*** Opening DATA SECTION ***

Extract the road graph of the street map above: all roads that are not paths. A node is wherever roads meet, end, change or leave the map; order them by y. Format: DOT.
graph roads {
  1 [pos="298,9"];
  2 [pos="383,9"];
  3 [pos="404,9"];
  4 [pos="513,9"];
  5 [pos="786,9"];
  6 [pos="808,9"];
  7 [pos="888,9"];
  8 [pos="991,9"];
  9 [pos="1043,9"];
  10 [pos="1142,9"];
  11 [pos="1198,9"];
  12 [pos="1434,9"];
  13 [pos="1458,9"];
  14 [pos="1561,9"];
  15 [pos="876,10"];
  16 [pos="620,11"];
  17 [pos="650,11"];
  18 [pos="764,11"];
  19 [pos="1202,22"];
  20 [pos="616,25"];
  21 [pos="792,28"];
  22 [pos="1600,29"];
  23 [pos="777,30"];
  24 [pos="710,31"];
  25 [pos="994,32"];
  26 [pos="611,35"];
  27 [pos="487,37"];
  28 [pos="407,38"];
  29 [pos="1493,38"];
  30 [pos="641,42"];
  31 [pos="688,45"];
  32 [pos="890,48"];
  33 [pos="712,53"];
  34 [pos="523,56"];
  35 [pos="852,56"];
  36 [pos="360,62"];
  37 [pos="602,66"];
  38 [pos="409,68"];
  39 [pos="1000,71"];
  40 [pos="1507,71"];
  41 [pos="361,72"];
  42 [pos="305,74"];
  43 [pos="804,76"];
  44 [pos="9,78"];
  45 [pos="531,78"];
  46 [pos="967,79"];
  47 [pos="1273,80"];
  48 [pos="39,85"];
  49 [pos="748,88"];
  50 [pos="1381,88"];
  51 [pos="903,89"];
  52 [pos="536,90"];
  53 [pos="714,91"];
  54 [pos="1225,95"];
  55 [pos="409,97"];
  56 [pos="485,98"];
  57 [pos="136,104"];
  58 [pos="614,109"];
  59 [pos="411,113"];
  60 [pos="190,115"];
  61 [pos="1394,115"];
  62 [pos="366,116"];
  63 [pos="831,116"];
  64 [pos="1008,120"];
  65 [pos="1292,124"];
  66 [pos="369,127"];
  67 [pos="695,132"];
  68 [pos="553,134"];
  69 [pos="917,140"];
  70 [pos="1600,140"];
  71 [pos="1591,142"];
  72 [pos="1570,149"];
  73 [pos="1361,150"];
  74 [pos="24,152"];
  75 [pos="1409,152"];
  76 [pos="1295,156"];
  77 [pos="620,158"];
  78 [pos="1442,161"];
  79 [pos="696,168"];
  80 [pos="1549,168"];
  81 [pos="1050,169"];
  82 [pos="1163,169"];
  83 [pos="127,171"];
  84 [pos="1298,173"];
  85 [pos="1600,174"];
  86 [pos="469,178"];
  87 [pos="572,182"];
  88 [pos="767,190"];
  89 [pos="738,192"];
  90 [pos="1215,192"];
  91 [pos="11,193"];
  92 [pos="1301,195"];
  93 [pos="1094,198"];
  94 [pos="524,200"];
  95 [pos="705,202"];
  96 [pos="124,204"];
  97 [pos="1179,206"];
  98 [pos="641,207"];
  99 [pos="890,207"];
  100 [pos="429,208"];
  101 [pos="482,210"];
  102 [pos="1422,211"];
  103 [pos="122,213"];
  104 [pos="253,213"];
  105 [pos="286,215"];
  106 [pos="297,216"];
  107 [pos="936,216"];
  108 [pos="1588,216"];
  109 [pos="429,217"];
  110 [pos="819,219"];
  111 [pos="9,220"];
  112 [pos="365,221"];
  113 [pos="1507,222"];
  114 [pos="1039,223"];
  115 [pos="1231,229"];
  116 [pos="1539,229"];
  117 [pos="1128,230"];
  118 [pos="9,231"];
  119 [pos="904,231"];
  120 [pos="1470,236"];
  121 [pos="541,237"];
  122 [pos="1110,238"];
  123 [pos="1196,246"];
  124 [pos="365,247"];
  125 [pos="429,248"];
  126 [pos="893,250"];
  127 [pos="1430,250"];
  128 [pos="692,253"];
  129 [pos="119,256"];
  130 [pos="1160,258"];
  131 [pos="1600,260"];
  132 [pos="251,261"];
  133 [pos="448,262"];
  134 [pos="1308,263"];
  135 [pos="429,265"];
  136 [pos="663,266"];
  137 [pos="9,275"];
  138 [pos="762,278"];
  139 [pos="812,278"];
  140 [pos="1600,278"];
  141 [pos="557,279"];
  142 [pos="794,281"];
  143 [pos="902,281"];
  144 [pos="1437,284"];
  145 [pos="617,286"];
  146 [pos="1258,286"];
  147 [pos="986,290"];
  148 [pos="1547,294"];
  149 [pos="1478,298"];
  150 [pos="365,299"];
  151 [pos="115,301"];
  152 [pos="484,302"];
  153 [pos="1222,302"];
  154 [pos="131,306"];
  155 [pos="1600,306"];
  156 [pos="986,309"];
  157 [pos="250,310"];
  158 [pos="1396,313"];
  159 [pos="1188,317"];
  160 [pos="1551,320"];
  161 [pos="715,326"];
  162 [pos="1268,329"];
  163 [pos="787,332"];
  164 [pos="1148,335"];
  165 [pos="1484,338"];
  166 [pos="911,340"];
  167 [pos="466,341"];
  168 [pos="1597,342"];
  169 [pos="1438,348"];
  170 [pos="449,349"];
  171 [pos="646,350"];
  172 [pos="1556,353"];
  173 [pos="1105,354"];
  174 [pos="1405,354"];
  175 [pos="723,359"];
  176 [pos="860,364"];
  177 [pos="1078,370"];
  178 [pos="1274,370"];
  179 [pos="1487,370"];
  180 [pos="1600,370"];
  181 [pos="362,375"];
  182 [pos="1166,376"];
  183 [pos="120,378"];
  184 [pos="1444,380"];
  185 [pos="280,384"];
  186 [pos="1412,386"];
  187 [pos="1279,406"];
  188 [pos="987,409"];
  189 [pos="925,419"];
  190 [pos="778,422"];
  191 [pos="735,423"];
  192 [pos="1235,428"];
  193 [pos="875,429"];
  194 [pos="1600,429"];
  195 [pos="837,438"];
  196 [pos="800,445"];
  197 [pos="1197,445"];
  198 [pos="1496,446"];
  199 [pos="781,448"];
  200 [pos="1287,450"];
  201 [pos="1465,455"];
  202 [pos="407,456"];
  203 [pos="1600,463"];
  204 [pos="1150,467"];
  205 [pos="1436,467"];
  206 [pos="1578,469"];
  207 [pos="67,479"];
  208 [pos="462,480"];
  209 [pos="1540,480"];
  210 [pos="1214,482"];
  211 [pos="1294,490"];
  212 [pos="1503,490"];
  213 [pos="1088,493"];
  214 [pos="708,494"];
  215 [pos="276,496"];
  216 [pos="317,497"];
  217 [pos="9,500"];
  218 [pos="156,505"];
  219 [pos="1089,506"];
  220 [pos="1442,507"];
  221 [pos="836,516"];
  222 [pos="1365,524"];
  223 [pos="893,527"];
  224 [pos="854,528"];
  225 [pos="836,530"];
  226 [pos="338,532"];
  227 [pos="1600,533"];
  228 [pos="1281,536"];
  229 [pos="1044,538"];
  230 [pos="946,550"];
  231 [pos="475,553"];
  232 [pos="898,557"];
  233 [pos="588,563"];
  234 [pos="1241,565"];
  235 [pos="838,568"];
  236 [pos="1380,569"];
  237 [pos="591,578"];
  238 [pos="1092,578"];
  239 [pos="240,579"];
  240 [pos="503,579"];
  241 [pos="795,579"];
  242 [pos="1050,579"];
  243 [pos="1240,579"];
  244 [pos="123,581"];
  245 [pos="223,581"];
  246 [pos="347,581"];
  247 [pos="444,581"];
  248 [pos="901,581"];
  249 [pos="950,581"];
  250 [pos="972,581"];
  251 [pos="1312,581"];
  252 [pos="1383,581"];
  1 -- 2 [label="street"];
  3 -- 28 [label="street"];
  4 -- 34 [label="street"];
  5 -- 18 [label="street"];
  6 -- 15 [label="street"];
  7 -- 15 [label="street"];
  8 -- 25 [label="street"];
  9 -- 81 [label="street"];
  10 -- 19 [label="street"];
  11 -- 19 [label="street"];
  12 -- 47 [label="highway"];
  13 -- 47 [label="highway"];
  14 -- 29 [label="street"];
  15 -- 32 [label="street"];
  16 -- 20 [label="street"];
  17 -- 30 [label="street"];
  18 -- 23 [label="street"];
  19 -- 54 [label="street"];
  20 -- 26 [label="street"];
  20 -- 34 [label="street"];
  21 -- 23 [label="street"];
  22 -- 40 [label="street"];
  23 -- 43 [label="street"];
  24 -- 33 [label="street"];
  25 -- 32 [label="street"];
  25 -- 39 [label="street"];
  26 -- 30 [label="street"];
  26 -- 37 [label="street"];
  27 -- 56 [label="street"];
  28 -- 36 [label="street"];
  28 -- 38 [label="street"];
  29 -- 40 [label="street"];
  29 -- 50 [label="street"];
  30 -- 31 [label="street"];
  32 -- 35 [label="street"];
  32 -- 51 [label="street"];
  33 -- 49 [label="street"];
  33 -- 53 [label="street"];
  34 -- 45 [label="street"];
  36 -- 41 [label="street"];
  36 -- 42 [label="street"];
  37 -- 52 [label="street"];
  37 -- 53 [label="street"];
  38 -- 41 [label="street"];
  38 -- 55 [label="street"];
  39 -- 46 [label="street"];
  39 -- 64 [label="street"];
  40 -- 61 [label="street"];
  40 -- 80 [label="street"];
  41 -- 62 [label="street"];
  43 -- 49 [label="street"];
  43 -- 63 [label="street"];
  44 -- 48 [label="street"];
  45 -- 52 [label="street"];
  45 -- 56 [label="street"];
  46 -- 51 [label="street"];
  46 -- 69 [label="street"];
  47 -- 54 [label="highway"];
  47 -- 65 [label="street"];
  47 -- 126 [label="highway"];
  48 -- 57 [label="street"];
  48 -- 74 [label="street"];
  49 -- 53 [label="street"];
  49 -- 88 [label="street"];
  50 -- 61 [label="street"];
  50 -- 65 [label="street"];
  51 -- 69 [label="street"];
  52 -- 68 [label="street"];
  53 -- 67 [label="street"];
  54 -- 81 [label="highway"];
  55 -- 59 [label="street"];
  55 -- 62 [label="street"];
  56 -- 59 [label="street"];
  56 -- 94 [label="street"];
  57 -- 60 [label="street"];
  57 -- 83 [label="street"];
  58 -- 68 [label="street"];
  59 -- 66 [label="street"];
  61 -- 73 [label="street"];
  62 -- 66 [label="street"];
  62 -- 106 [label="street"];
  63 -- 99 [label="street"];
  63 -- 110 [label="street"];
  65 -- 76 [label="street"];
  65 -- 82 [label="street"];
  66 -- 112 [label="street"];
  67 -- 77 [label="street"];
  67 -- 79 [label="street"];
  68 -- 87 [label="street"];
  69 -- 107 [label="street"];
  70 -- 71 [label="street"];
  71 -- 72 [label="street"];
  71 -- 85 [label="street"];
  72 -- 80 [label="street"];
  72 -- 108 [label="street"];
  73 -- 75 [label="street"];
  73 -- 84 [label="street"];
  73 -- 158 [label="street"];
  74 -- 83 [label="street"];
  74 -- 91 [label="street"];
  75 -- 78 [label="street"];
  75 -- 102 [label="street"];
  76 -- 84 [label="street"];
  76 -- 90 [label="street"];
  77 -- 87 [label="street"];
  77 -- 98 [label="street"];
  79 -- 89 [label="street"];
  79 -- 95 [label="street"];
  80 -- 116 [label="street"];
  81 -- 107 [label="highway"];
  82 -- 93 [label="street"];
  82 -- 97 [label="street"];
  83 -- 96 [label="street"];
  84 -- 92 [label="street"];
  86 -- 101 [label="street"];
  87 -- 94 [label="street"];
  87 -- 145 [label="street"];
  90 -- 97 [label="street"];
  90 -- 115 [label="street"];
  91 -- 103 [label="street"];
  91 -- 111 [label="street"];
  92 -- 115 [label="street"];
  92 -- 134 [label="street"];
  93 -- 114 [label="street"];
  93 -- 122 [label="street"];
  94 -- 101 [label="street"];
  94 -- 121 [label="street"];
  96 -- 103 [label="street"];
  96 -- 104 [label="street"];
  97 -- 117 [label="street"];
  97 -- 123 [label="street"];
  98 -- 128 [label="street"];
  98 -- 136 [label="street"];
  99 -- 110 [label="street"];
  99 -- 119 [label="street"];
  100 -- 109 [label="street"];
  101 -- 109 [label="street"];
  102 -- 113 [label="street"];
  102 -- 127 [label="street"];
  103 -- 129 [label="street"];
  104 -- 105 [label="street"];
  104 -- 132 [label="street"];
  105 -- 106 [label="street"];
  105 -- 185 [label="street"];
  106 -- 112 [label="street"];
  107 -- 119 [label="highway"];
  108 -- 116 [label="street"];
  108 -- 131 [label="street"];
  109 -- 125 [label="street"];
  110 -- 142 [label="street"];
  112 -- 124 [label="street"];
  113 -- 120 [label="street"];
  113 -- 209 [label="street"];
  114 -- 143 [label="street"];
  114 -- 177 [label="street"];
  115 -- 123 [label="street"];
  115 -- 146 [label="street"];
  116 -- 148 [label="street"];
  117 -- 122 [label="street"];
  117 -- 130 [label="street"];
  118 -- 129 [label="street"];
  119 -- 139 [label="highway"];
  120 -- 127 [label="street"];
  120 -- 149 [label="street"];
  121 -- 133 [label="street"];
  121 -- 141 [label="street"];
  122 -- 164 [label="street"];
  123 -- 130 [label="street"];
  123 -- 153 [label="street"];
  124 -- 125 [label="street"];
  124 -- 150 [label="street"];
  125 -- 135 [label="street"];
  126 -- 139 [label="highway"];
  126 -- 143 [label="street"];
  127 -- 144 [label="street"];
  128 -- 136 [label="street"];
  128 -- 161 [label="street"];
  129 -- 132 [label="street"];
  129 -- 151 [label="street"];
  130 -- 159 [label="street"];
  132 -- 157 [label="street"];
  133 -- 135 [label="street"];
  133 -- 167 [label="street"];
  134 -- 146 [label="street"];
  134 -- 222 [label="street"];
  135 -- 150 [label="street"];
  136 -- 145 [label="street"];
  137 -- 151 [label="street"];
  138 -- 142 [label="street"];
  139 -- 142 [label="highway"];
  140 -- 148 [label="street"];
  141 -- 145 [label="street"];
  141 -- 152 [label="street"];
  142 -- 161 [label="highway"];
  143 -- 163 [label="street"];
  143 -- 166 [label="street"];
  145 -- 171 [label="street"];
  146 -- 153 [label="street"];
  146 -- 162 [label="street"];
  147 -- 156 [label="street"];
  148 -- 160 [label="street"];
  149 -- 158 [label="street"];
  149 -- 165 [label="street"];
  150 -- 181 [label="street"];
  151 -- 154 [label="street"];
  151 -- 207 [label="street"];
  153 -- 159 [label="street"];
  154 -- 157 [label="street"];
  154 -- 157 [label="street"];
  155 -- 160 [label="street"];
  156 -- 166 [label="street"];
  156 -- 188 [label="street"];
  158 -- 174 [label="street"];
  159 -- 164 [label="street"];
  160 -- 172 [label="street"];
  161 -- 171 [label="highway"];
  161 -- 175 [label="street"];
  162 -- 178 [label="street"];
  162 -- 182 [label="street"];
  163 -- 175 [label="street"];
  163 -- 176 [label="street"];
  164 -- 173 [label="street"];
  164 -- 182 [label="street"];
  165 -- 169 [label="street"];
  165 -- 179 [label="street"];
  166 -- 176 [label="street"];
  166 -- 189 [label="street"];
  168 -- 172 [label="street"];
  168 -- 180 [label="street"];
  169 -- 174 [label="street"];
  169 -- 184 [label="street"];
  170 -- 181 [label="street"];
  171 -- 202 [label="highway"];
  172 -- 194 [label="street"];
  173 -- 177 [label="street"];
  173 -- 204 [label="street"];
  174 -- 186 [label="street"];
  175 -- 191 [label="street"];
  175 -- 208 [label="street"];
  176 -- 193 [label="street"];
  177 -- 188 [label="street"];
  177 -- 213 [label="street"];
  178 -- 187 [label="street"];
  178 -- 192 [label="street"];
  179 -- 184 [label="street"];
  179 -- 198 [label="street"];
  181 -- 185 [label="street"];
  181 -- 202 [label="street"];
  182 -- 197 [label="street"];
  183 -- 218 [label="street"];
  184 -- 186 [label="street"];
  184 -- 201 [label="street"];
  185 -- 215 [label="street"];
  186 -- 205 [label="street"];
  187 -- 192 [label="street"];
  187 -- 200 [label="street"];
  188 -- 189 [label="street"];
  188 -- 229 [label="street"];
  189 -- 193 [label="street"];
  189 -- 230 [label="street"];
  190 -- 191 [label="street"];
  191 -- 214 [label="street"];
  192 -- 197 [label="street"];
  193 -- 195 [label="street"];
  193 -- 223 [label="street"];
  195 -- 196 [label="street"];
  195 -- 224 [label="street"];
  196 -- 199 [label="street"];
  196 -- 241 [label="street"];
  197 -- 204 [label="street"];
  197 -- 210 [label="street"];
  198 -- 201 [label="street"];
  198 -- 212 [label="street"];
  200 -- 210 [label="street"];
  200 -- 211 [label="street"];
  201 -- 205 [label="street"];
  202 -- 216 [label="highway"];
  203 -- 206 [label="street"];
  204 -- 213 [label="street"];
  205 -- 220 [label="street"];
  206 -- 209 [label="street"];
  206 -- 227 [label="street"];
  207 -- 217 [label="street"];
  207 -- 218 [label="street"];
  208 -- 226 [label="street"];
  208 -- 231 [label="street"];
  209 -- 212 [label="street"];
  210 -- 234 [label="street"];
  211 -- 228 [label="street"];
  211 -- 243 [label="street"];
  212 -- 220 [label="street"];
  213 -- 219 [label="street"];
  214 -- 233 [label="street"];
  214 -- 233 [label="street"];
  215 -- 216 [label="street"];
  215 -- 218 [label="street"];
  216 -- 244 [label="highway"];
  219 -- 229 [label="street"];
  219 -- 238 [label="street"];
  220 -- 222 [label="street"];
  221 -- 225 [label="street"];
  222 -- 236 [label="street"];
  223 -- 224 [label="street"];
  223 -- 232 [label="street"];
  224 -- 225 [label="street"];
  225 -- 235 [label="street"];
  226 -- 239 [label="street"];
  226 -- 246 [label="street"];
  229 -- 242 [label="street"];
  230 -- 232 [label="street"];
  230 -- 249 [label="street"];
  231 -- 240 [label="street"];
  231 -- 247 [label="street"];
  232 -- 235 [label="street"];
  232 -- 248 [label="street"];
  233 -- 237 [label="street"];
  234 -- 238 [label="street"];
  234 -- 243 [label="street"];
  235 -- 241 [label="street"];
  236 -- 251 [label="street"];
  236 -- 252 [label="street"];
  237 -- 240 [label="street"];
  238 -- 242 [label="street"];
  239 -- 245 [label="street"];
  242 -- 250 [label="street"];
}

*** Closing DATA SECTION ***

ASSIGNMENT: Where a line in the records above contains the string "graph", copy that line.

YOUR SOLUTION:
Extract the road graph of the street map above: all roads that are not paths. A node is wherever roads meet, end, change or leave the map; order them by y. Format: DOT.
graph roads {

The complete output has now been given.